Data extract Start Marker

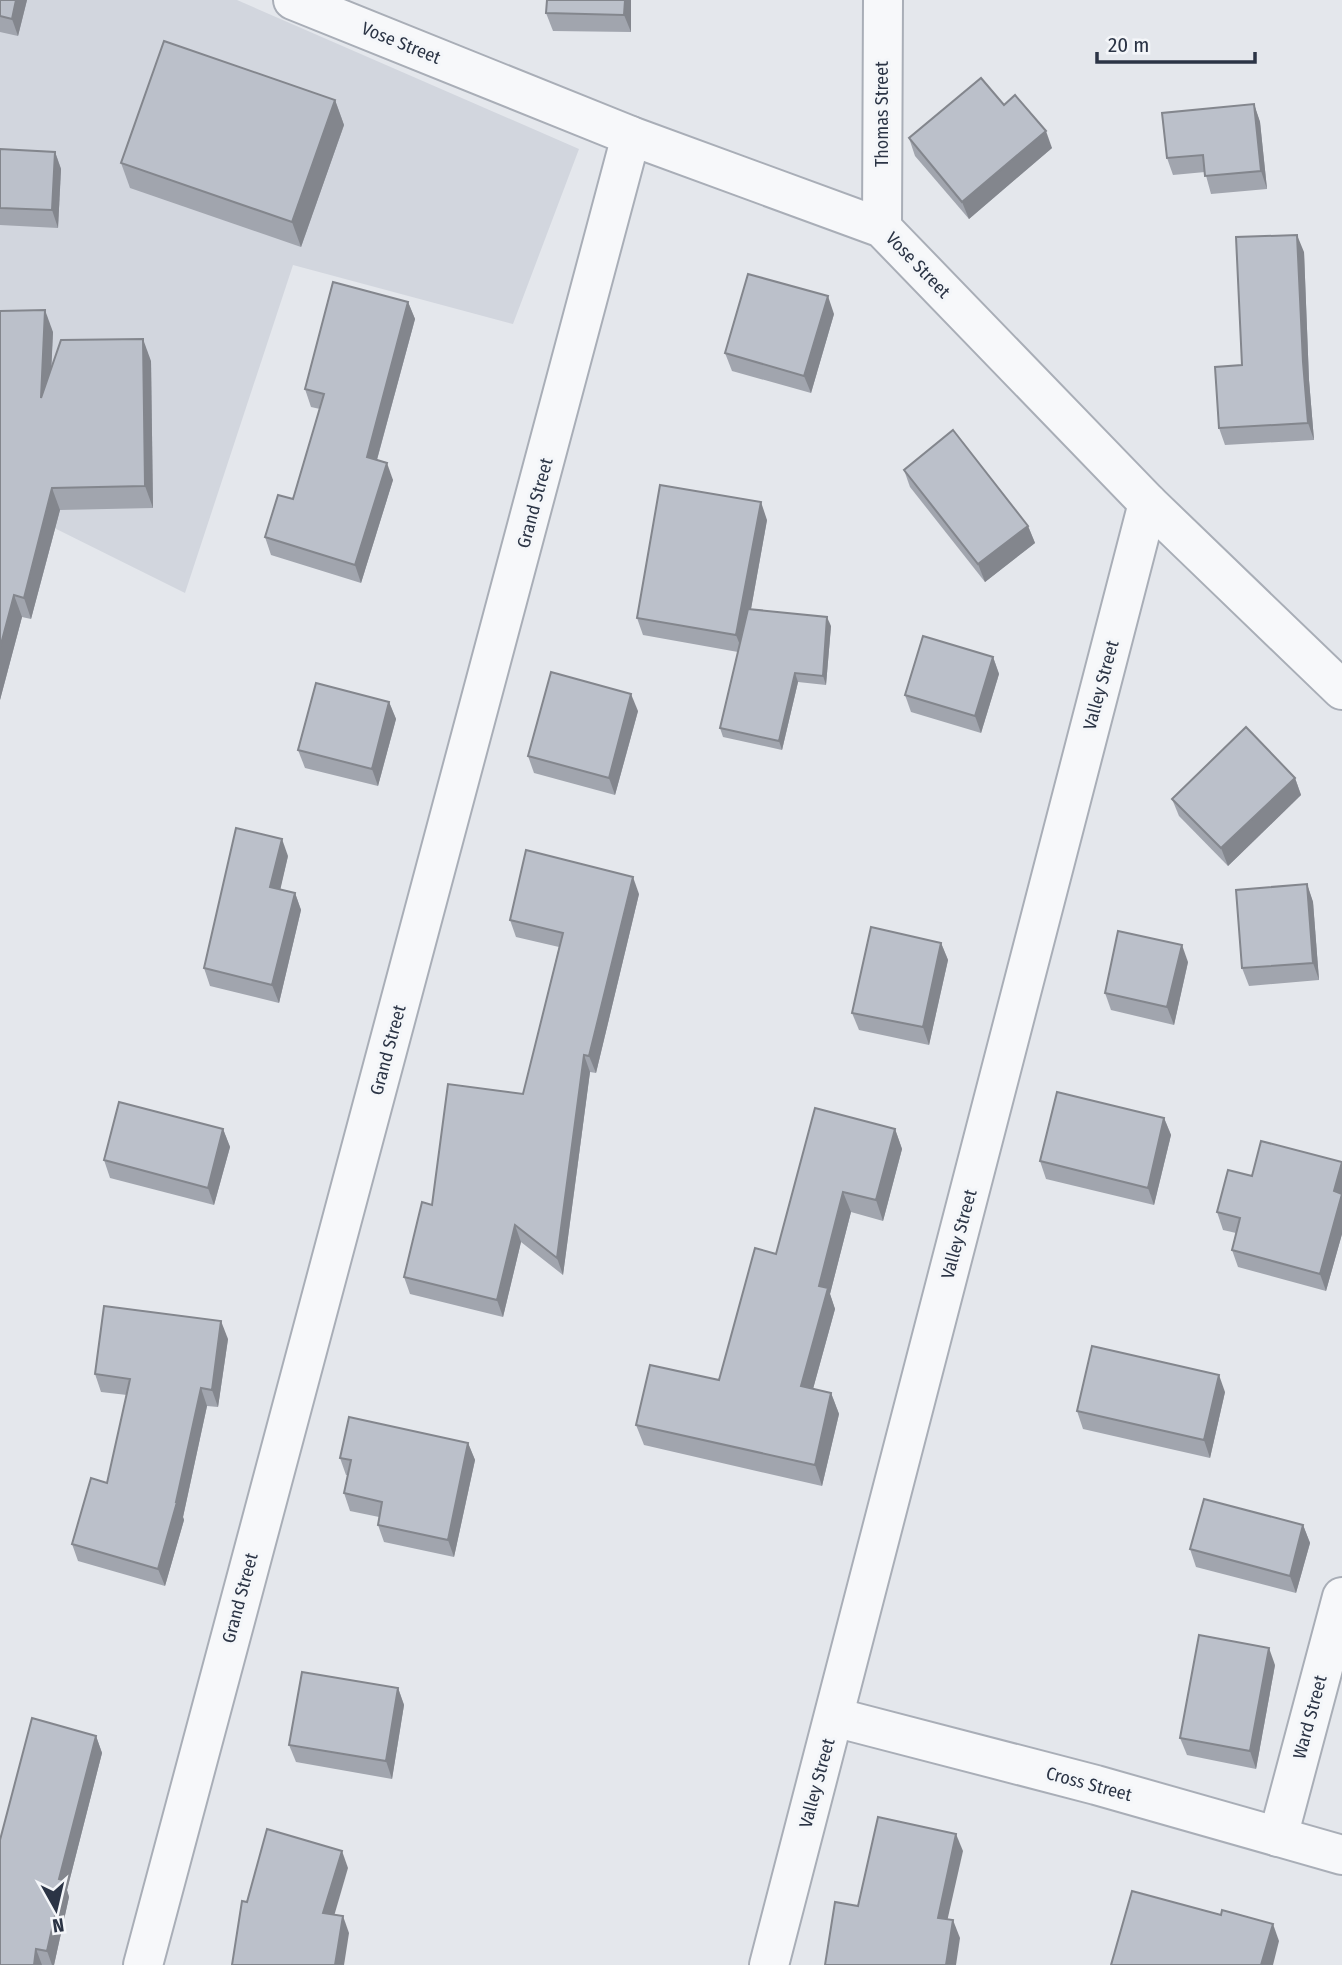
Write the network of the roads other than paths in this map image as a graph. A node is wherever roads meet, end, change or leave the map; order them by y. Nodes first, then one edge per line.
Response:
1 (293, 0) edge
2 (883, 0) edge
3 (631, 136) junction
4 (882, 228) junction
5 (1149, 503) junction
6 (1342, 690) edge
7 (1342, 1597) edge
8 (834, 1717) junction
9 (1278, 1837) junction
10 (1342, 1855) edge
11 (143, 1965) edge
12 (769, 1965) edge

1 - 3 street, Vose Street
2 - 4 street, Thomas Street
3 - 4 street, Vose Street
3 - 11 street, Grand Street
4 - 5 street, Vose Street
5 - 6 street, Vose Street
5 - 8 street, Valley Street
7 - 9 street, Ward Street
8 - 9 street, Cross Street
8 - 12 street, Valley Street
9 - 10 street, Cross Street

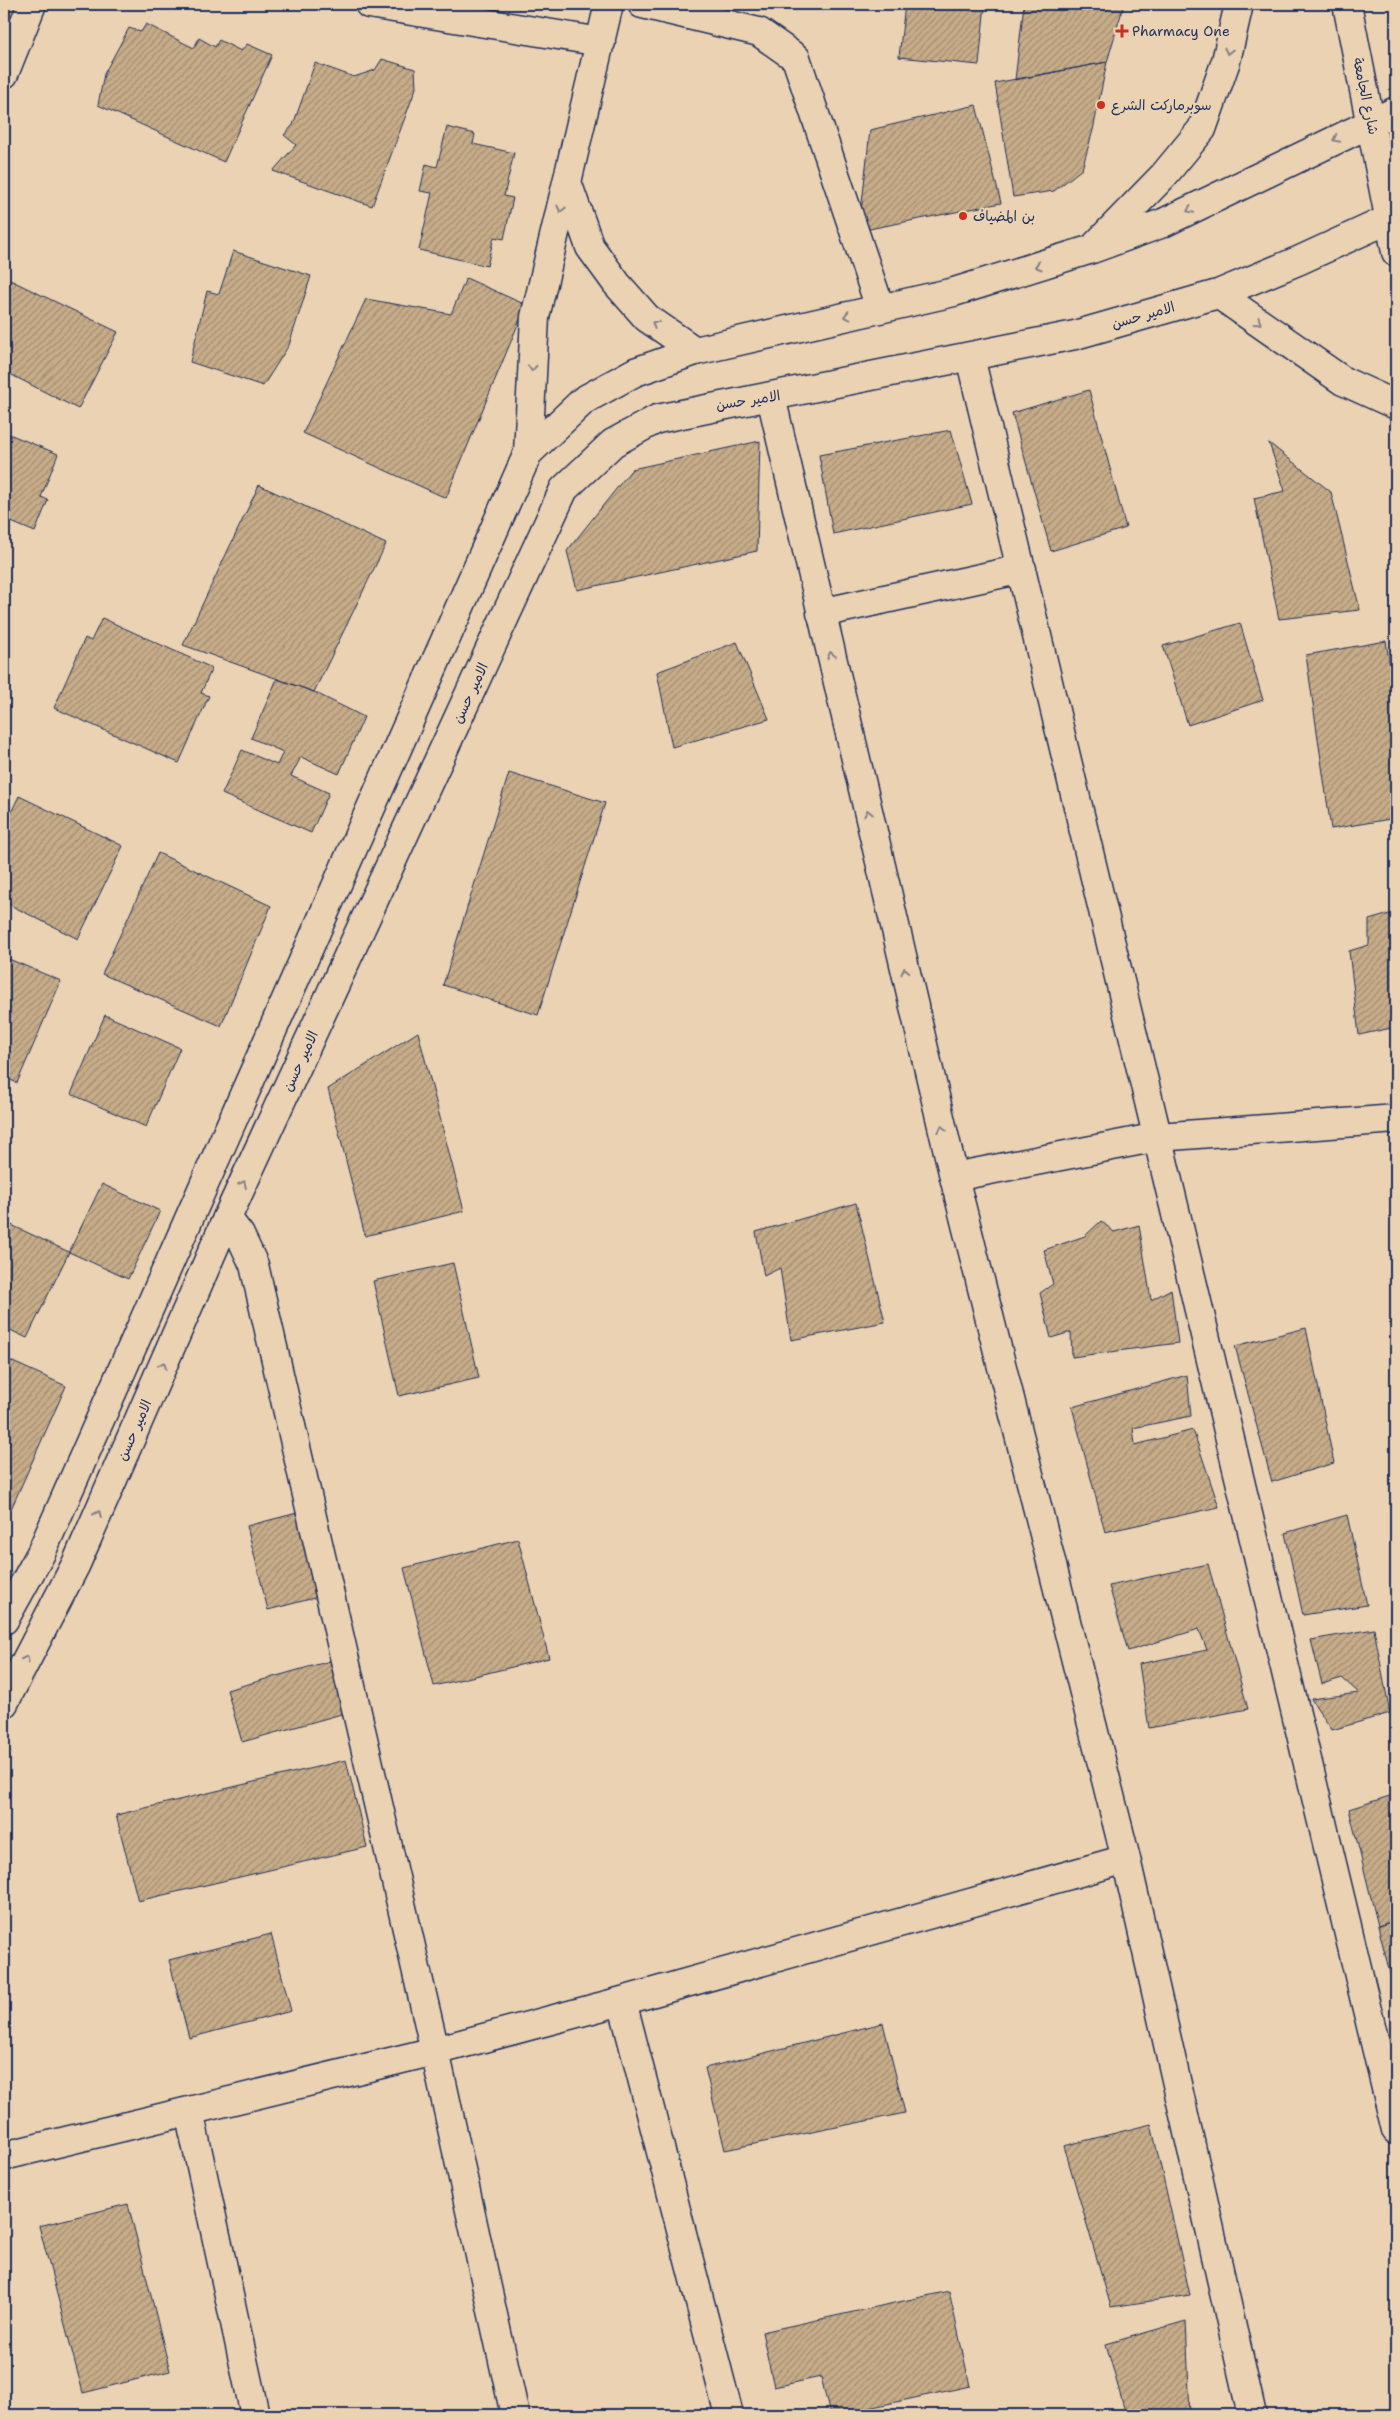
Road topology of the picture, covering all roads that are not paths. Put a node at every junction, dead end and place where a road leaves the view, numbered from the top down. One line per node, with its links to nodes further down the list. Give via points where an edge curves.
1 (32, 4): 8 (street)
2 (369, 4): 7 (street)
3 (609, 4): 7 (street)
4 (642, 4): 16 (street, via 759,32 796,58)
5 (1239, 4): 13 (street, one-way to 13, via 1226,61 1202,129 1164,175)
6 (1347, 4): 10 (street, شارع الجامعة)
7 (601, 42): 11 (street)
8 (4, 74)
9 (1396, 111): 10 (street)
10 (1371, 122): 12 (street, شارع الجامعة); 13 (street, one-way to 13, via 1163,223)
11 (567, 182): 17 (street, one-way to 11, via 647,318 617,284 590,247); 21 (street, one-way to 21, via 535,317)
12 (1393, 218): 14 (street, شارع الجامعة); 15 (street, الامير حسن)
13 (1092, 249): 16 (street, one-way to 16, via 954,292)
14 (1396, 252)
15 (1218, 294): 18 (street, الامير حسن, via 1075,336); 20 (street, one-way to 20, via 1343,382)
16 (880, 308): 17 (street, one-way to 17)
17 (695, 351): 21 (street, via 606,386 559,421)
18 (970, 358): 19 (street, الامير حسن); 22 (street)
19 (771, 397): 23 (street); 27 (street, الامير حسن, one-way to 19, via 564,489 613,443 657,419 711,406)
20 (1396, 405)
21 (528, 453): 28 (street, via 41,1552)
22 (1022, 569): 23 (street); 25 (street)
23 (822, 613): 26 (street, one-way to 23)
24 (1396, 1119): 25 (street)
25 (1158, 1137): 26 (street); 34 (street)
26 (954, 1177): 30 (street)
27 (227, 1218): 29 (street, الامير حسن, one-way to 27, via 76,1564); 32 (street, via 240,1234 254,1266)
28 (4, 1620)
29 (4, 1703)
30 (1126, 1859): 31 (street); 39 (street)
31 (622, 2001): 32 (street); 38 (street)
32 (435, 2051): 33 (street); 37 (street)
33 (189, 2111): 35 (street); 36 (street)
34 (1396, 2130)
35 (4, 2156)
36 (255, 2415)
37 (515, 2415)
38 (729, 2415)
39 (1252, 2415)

Data extract End Marker

With the pictures set aside, repeat every entry above exactly.

Write the network of the roads other than paths in this map image as a graph. A node is wherever roads meet, end, change or leave the map; order them by y. Nodes first, then one edge per line.
Response:
1 (293, 0) edge
2 (883, 0) edge
3 (631, 136) junction
4 (882, 228) junction
5 (1149, 503) junction
6 (1342, 690) edge
7 (1342, 1597) edge
8 (834, 1717) junction
9 (1278, 1837) junction
10 (1342, 1855) edge
11 (143, 1965) edge
12 (769, 1965) edge

1 - 3 street, Vose Street
2 - 4 street, Thomas Street
3 - 4 street, Vose Street
3 - 11 street, Grand Street
4 - 5 street, Vose Street
5 - 6 street, Vose Street
5 - 8 street, Valley Street
7 - 9 street, Ward Street
8 - 9 street, Cross Street
8 - 12 street, Valley Street
9 - 10 street, Cross Street

Road topology of the picture, covering all roads that are not paths. Put a node at every junction, dead end and place where a road leaves the view, numbered from the top down. One line per node, with its links to nodes further down the list. Give via points where an edge curves.
1 (32, 4): 8 (street)
2 (369, 4): 7 (street)
3 (609, 4): 7 (street)
4 (642, 4): 16 (street, via 759,32 796,58)
5 (1239, 4): 13 (street, one-way to 13, via 1226,61 1202,129 1164,175)
6 (1347, 4): 10 (street, شارع الجامعة)
7 (601, 42): 11 (street)
8 (4, 74)
9 (1396, 111): 10 (street)
10 (1371, 122): 12 (street, شارع الجامعة); 13 (street, one-way to 13, via 1163,223)
11 (567, 182): 17 (street, one-way to 11, via 647,318 617,284 590,247); 21 (street, one-way to 21, via 535,317)
12 (1393, 218): 14 (street, شارع الجامعة); 15 (street, الامير حسن)
13 (1092, 249): 16 (street, one-way to 16, via 954,292)
14 (1396, 252)
15 (1218, 294): 18 (street, الامير حسن, via 1075,336); 20 (street, one-way to 20, via 1343,382)
16 (880, 308): 17 (street, one-way to 17)
17 (695, 351): 21 (street, via 606,386 559,421)
18 (970, 358): 19 (street, الامير حسن); 22 (street)
19 (771, 397): 23 (street); 27 (street, الامير حسن, one-way to 19, via 564,489 613,443 657,419 711,406)
20 (1396, 405)
21 (528, 453): 28 (street, via 41,1552)
22 (1022, 569): 23 (street); 25 (street)
23 (822, 613): 26 (street, one-way to 23)
24 (1396, 1119): 25 (street)
25 (1158, 1137): 26 (street); 34 (street)
26 (954, 1177): 30 (street)
27 (227, 1218): 29 (street, الامير حسن, one-way to 27, via 76,1564); 32 (street, via 240,1234 254,1266)
28 (4, 1620)
29 (4, 1703)
30 (1126, 1859): 31 (street); 39 (street)
31 (622, 2001): 32 (street); 38 (street)
32 (435, 2051): 33 (street); 37 (street)
33 (189, 2111): 35 (street); 36 (street)
34 (1396, 2130)
35 (4, 2156)
36 (255, 2415)
37 (515, 2415)
38 (729, 2415)
39 (1252, 2415)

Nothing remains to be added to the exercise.